New War Dangers: Iran, the U.S. and Nukes in the
Middle East
By Phyllis Bennis
Institute for Policy Studies
15 March 2006
** Escalating rhetoric, continued losses in Iraq, Bush's political problems, and
an ideologically-driven pursuit of power make the possibility of a U.S. military
attack on Iran - however reckless and however dangerous its consequences - a frighteningly
real possibility.
** Iran is a signatory to the Nuclear Non-Proliferation Treaty and has not violated
the Treaty. While there appear to be unresolved issues regarding full transparency,
its nuclear program, including enriching uranium, is perfectly legal under NPT
requirements for non-nuclear weapons states.
** Iran does not have nuclear weapons; even if it is trying to build a nuclear
weapons program, it could not produce weapons for five to ten years or more.

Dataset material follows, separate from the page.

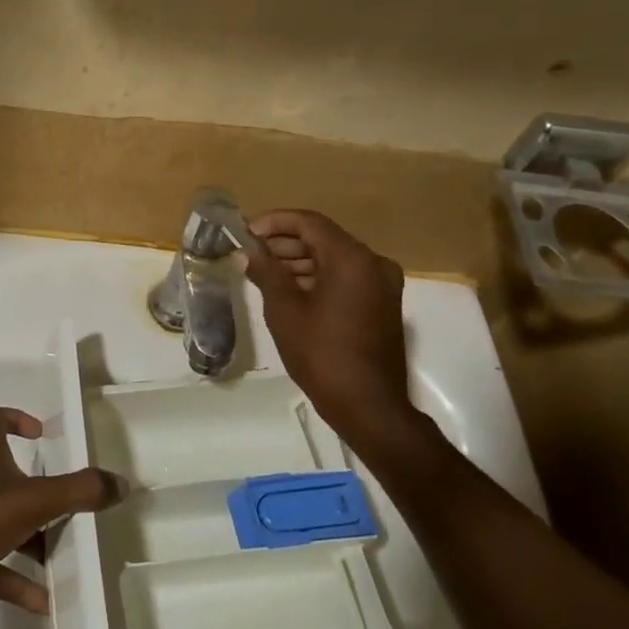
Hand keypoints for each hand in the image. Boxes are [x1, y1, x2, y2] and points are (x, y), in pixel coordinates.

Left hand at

** There is a dangerous, unmonitored and provocative nuclear arsenal in the Middle
East; it belongs to Israel, not Iran. U.S. hypocrisy and double standards in nuclear
policy, accepting Israel's unacknowledged nuclear arsenal and rewarding India's
nuclear weapons status while threatening war against Iran and denying its own
obligations under the NPT, has undermined Washington's claimed commitment to non-proliferation.
** U.S. officials claim they are not considering an invasion of Iran but "only"
surgical air strikes against known nuclear facilities; they have not explained
what their military response will be when Iran retaliates, whether against U.S.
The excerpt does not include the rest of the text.